1. Field of the Invention
The present invention relates to a screen printing apparatus for printing paste, such as cream solder or conductive paste, onto a substrate, and a method of screen printing.
2. Description of Related Art
In an electronic-parts-mounting process, screen printing is employed for printing paste, such as cream solder or conductive paste, onto a substrate. In the screen printing, a mask plate having pattern apertures corresponding to the places to be printed is placed over a substrate, and paste is printed onto the substrate through the pattern apertures by using a squeegee method.
In a conventional squeegee method and apparatus, such as disclosed in U.S. Pat. No. 5,996,487, Laid Open Japanese Patent H-8-323956 and Laid Open Japanese Patent 2000-255029, a lower edge of a plate-shaped squeegee slides in contact with a surface of the mask plate. The squeegee slides while being slanted relative to its squeegee-moving direction to form a predetermined attack angle between the squeegee and the surface of the mask plate. A squeegee head has a pair of squeegees whose squeegee-moving directions are opposite each other. Each squeegee is individually operated in turn. Accordingly, the squeegees alternately carry out the squeegeeing operation by reciprocating the squeegee head.

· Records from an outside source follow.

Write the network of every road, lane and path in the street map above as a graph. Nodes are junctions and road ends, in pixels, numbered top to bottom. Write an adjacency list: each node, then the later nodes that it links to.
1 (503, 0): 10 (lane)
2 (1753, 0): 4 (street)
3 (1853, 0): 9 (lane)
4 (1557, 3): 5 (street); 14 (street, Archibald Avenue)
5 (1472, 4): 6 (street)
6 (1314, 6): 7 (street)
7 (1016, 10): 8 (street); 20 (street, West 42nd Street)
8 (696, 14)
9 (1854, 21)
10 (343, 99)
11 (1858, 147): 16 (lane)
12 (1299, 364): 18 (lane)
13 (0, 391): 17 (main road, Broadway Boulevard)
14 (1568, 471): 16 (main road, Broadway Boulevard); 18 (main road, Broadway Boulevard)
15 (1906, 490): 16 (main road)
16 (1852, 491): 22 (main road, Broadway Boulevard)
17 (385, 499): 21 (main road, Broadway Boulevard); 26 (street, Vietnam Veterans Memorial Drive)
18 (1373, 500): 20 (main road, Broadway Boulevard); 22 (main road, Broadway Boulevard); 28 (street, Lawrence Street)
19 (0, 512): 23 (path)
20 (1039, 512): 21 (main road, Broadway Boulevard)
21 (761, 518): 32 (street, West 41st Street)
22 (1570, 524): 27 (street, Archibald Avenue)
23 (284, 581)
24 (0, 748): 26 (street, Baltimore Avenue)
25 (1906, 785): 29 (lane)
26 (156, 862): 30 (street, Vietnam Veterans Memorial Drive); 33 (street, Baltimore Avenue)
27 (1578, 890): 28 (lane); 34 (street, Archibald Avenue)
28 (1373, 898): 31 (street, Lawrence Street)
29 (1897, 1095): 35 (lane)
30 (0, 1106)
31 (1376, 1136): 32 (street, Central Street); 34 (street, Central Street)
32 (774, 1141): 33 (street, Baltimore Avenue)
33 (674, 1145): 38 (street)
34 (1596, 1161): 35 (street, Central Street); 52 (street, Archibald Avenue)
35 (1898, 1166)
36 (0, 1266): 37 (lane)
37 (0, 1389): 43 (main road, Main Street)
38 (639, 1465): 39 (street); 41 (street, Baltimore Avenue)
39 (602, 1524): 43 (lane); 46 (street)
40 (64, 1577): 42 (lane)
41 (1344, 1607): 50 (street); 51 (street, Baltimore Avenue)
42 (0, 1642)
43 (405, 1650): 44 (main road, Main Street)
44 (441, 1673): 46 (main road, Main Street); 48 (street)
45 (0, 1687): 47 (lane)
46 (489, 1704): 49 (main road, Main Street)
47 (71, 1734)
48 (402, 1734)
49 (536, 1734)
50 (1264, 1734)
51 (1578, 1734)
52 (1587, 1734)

The attack angle is required to be constant during the squeegeeing operation in order to maintain a stable printing condition for the screen printing. However, if the surface of the substrate is warped or has undulations, the attack angle changes according to the degree of the warp of the surface of the substrate. In that case, the printing condition becomes unstable and the amount of the cream solder supplied from the squeegee head fluctuates.
Accordingly, it is an object of the present invention to provide a screen printing apparatus and method capable of stabilizing the printing condition and improving the printing quality.
According to a first aspect of the present invention, a screen printing apparatus has a squeegee head for printing paste onto a substrate, a horizontal driver for moving the squeegee head in a horizontal direction on a mask plate, a vertical driver for moving the squeegee head in a vertical direction with respect to the mask plate, and a presser for generating pressure to push the squeegee head against the mask plate. The squeegee head includes a pair of squeegees having opposite squeegeeing directions, each of the squeegees having a lower end for sliding in contact with the mask plate with a predetermined attack angle with respect to the squeegeeing directions, respectively, a retainer for connecting the squeegees and for retaining the squeegees so that they are rotatable with respect to a horizontal axis that is at a right angle to the squeegeeing directions, and a paste cell for storing the paste between the squeegees and the mask plate when the squeegees are in contact with the mask plate. Accordingly, the attack angle is kept constant to improve the printing quality even if a substrate has a curved portion or is in a slanted condition.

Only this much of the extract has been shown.